Инструкция, статья в журнале, разговоры с зоотехником были какой-то путеводной нитью, но вопрос ими далеко не решался. Правильно: надо варить пшено; правильно: нужны витамины; и все-таки это еще не система кормления индюшат, это отдельные элементы системы.

Перепачканные дорожной грязью, измокшие чуть ли не до пояса, озябшие, вернулись Майбородов с Таней домой. По ночному времени заспанный, Иван Петрович засветил лампу и заставил Ивана Кузьмича выпить полстакана водки с красным перцем, — простуду де отгонит и кости разомнет.

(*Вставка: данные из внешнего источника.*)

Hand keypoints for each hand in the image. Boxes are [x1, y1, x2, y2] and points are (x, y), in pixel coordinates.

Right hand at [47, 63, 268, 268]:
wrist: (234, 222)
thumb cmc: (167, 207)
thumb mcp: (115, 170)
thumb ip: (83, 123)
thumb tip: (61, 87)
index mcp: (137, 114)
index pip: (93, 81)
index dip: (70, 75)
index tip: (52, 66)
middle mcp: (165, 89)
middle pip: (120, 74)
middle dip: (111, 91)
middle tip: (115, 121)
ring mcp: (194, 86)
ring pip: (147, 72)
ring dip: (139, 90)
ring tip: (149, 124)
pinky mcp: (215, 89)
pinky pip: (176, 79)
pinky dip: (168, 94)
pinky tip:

Евдокия Васильевна не показывалась. Майбородов сам окликнул ее, торопясь поделиться добытыми сведениями.

— Ни к чему, — услышал он сухой ответ из спальни. — Все остатние поколели, гражданин профессор. Пока исследовали-то…

5

Несколько дней Ивана Кузьмича не видали за общим столом Красновых. Он или быстро проходил через кухню в сени и шел за деревню, или сидел в мезонине, писал, читал, обдумывал, дымил трубкой так, что даже в кухне пахло табачищем и Евдокия Васильевна, косясь на лестницу, демонстративно кашляла.

Иван Петрович с утра до вечера был занят на работе, — торопились они с Федором к разгару весенних дел закончить постройку дома для детских яслей; времени раздумывать над поведением своего квартиранта у него почти не оставалось: уйдет чуть свет, придет в потемках, поужинает да и спать. Но на четвертый или на пятый день, когда затерло с тесом — не подвезли с лесопилки из-за распутицы, — Иван Петрович решил навестить Майбородова: в самом деле, может, обидела баба человека? Поднялся к нему наверх — и не сразу разглядел своего жильца. Густая сизая мгла стояла в мезонине.